The workshop, which is being held at the request of the Government of Angola, will take place in Luanda from 30 July to 1 August.

It will examine Angola's prospects, opportunities and challenges in meeting current LDC graduation criteria. The criteria include reaching established United Nations thresholds related to income (gross national income, or GNI, per capita), human assets, and economic vulnerability.

Angola joined the ranks of the LDCs in 1994 on the basis of a United Nations General Assembly resolution. The passage of the resolution followed reviews of the state of Angola's economy and subsequent recommendations to the United Nations Economic and Social Council (ECOSOC) by the Committee for Development Policy (which was then known as the Committee for Development Planning).

Since then, Angola has made tangible progress, especially in economic performance. From 2000 to 2010, its gross domestic product (GDP) grew at an average rate of 11.25 per cent - the third-highest performance within the LDC group during that period, after Equatorial Guinea (18.27 per cent) and Myanmar (12.05 per cent). This growth rate is also much higher than the 7 per cent target agreed to in the context of the Brussels Programme of Action. A rate of growth of 7 per cent was identified in the Programme of Action as being necessary in order to significantly reduce poverty in LDCs.

Angola's GDP per capita rose almost sevenfold between 2000 and 2010 - from about $655 to $4,422 per year (in current United States dollars). Because of this significant progress, Angola has surpassed, by far, the $1,190 GDP per capita threshold stipulated by the United Nations for countries to qualify for exiting the LDC category.

Nevertheless, Angola's economic growth has been driven largely by its export sector, where a single commodity - petroleum - accounted for 95 per cent of total exports in the decade from 2002 to 2011, making Angola one of the most undiversified economies in the world. The country had an export concentration index of 0.95 during this period. In terms of meeting key Millennium Development Goals, although Angola has made tangible progress by halving the proportion of people suffering from hunger and malnutrition, the country is either lagging behind other countries or making very slow progress on several other indicators such as halving the proportion of its population living in absolute poverty by 2015.

The training and capacity-building workshop will examine in detail the progress, challenges and opportunities related to Angola's eventual graduation from LDC status. The intention is to help the Government develop effective policies and strategies prior to, during and after graduation, with a focus on ensuring structural economic transformation centred on building productive capacities, which should include diversification, value addition, and employment creation.

UNCTAD has consistently advocated for special and differential treatment in support of LDCs. In fact, an early study by UNCTAD of the "differing characteristics and stages of development of developing countries" led to the establishment of the LDC category, by the General Assembly in 1971. Since then, UNCTAD has worked to advance the trade and development interests of LDCs through its research and policy analysis, technical cooperation, and consensus-building functions.

UNCTAD also has a long record of assisting countries after they have graduated from the LDC category. This includes support in developing smooth transition strategies, in establishing vulnerability profiles, and in designing policies and strategies for coping with post-graduation environments.

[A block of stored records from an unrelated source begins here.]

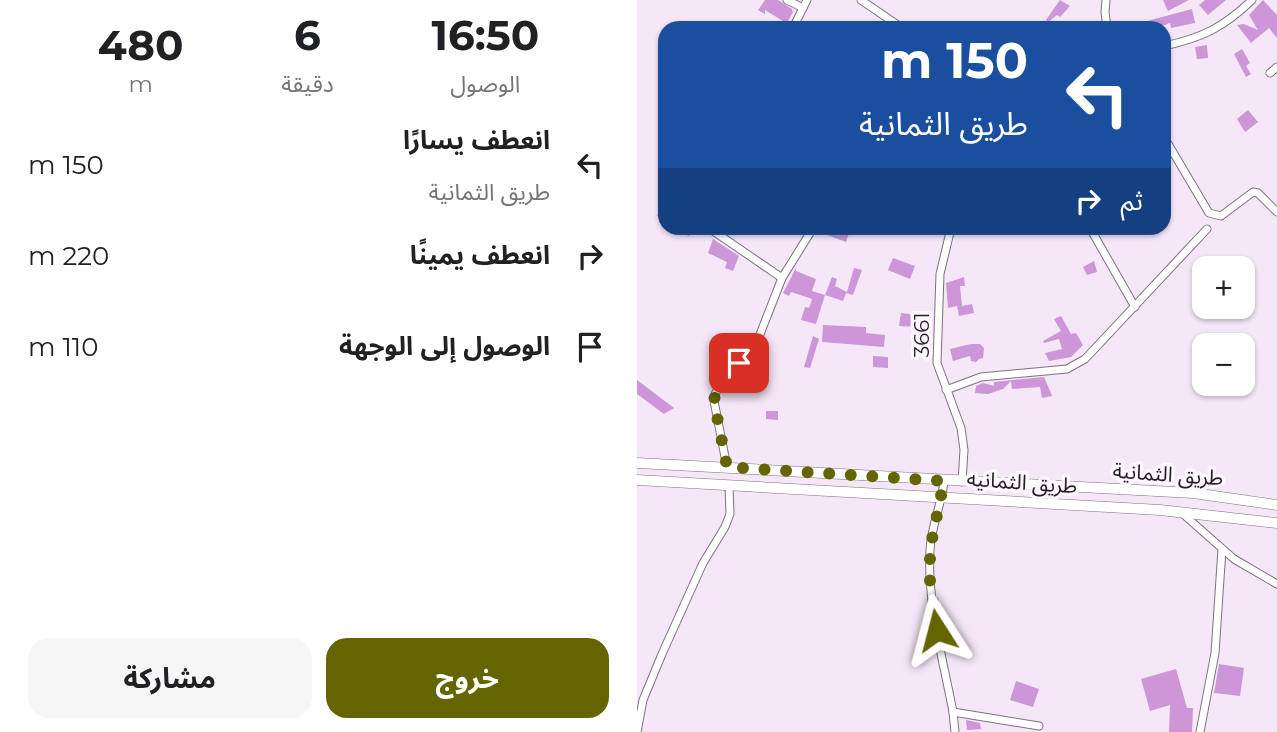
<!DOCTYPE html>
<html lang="ar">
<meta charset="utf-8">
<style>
body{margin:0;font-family:Montserrat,"Noto Sans Arabic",sans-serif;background:#f6f6f6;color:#202124;direction:rtl;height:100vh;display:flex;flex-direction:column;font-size:26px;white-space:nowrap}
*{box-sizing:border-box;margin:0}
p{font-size:23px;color:#757577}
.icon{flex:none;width:38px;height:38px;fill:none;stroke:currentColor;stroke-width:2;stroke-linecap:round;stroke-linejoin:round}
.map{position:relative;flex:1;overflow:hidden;direction:ltr}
.details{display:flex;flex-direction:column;background:#fff;width:637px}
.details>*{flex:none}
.top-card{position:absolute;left:21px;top:21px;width:513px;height:214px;border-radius:21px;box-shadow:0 2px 5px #0004;direction:rtl;background:#1a4fa0;color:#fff;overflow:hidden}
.buttons{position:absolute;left:555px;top:256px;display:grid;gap:14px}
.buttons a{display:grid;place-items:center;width:63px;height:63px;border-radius:14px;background:#fff;box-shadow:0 2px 5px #0004;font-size:35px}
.pin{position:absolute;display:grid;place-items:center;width:60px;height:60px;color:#fff;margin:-30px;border-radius:14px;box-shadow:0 4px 10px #0006}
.me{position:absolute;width:77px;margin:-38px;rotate:351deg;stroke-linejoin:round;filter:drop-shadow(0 0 5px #0008)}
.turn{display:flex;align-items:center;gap:24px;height:147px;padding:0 28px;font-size:32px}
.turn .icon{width:91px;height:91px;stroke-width:2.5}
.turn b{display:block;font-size:49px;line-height:60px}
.then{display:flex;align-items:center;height:66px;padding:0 28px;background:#0003;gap:14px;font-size:26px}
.eta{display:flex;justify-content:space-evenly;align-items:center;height:119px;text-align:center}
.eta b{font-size:42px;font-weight:700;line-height:49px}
.action{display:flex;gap:14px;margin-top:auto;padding:14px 28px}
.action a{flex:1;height:80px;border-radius:21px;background:#646500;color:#fff;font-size:28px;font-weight:700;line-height:80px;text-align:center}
.action a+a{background:#f6f6f6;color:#202124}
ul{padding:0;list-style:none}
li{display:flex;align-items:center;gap:21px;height:91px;padding:0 28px}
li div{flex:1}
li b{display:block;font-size:26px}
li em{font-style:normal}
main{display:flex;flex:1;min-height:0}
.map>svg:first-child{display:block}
</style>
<main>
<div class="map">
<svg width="640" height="732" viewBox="0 0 640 732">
<rect width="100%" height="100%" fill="#f5e7f8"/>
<g fill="#cd96d9">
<path d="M128 0H141L155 9 156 12 147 28H143L146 21 128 10V14L121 10Z"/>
<path d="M423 0 433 6 423 17 420 15 411 22 409 20Z"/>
<path d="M526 0H552L531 11Z"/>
<path d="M568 0H589L571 15 562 5Z"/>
<path d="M626 0 640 15V38L632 28 614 43 600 25 607 24 621 30 612 15Z"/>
<path d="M555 9 558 23 534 28 533 23 520 28H512L510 21Z"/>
<path d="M570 45 571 58 560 59 558 47Z"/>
<path d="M605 49 613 63 609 66 614 74 609 77 597 54Z"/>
<path d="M611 110 621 122 608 132 600 119Z"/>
<path d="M28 200V225L22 222 24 218 20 216Z"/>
<path d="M30 228H57L52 236Z"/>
<path d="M176 228H189L204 233 207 228H214L209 242 179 231Z"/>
<path d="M76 239 102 256 96 271 88 268 90 262 71 253Z"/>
<path d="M256 258 278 266 273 279 251 270Z"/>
<path d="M457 261 460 272 450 275 446 267Z"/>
<path d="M159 268V271L179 279 175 291 188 295 195 277 200 279 198 286 210 292 217 268 225 270 216 295 209 293 206 301 188 295 179 324 164 320 168 307 172 308 175 299 154 292 152 296 146 293Z"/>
<path d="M327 277 328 286H323L325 306 335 304 337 313 322 316 320 306 311 308 309 283Z"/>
<path d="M264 313 280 315 278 327 262 326Z"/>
<path d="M424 316 434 334 439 333 446 345 434 357 412 361 408 353 425 349 422 339 407 343 406 341 424 331 417 319Z"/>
<path d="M186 325 229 327V333L248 335 247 347 185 342Z"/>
<path d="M176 336 182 339 173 368 167 367Z"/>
<path d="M334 344H343L347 348 346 358 342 359 339 362 334 361 333 356 316 361 313 349Z"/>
<path d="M236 356 251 357V368L236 367Z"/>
<path d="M407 377 415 396 405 398 403 387 375 389 374 381 366 389 351 394 338 393 339 386 346 383 357 386V382Z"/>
<path d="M0 380 37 408 27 414 0 394Z"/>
<path d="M129 411H141V420L129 419Z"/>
<path d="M582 664 607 668 603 696 577 693Z"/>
<path d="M539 669 550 708H556L555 732H532L533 705 513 711 504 679Z"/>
<path d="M379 681 402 689 396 707 373 700Z"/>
<path d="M329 720 343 723 344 729 330 730Z"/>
</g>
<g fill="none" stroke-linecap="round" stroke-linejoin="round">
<g stroke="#7e7181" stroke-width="9">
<g id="street">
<path d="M150 0 166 8"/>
<path d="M224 0 265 28"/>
<path d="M469 0 468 12 470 28"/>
<path d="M156 28 170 0"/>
<path d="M527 46C565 38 587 27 615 0"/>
<path d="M633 73 640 67"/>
<path d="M527 137 572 213 584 216 616 192 621 193 640 212"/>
<path d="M72 228 145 278"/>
<path d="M314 228 303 274 300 363 324 428 327 450 325 482"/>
<path d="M453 228 498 307"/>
<path d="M309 390 344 377 430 369 448 359 570 229"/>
<path d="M90 467 77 401 78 394 87 379 120 342 145 278 173 233"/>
<path d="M307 481C305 504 294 526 293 550 290 604 306 659 316 712L318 732"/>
<path d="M546 514 597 559 640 584"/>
<path d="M316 712 402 726"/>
<path d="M0 732 6 700 25 654 66 563 88 527 93 514 92 485"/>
<path d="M563 732 578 653 585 549"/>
</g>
</g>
<g stroke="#7e7181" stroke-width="11">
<g id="secondary">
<path d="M0 463 556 493 640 505"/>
<path d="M0 480 523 510 640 523"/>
</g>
</g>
<use href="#street" stroke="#fff" stroke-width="7"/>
<use href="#secondary" stroke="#fff" stroke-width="10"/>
</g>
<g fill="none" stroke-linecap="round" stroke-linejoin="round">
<path stroke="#646500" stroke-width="12" stroke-dasharray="0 21.6" d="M102 363C91 375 79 385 77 401L90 467 307 481 293 549V583L300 630"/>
</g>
<g text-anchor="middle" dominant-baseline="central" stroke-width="7" stroke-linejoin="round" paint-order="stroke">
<g font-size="21" fill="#241f25" stroke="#fdf7fe">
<text transform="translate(284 335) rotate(-90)">3661</text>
<text transform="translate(531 474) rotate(4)">طريق الثمانية</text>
<text transform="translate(385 482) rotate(4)">طريق الثمانيه</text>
</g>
</g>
</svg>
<div class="buttons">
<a>+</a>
<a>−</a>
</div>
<div class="pin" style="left:102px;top:363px;background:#d93025"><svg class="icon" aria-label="arrive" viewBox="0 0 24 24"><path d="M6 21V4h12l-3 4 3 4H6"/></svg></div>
<svg class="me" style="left:300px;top:630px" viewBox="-20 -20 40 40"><path d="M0-17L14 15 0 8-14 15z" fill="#646500" stroke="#fff" stroke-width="4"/></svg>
<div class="top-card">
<div class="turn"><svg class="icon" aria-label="left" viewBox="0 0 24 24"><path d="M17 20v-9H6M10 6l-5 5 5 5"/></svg><div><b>150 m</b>طريق الثمانية</div></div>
<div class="then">ثم<svg class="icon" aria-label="right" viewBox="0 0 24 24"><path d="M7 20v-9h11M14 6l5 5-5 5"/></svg></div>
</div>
</div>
<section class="details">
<div class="eta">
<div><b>16:50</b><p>الوصول</p></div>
<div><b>6</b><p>دقيقة</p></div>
<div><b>480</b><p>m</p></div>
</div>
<ul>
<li><svg class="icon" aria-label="left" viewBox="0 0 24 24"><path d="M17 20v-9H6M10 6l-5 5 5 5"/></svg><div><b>انعطف يسارًا</b><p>طريق الثمانية</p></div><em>150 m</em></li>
<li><svg class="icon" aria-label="right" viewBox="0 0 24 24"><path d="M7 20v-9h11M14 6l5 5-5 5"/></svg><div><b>انعطف يمينًا</b></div><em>220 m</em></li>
<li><svg class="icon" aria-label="arrive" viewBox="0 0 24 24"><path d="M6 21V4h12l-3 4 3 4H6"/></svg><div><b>الوصول إلى الوجهة</b></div><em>110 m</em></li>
</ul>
<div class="action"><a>خروج</a><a>مشاركة</a></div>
</section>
</main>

UNCTAD's research and policy analysis has indicated that successful economic growth such as that observed by Angola in recent years should be the cause and consequence of structural economic transformation, which is the creation of new areas of economic activity by shifting resources from traditional to modern economic sectors and from low-tech and low-productivity to high-tech and higher-productivity modes of production. Such an approach will be discussed during the training workshop.

The workshop will be attended by senior Government officials of Angola - policymakers and advisors - as well as by representatives of the private sector, civil society and academia.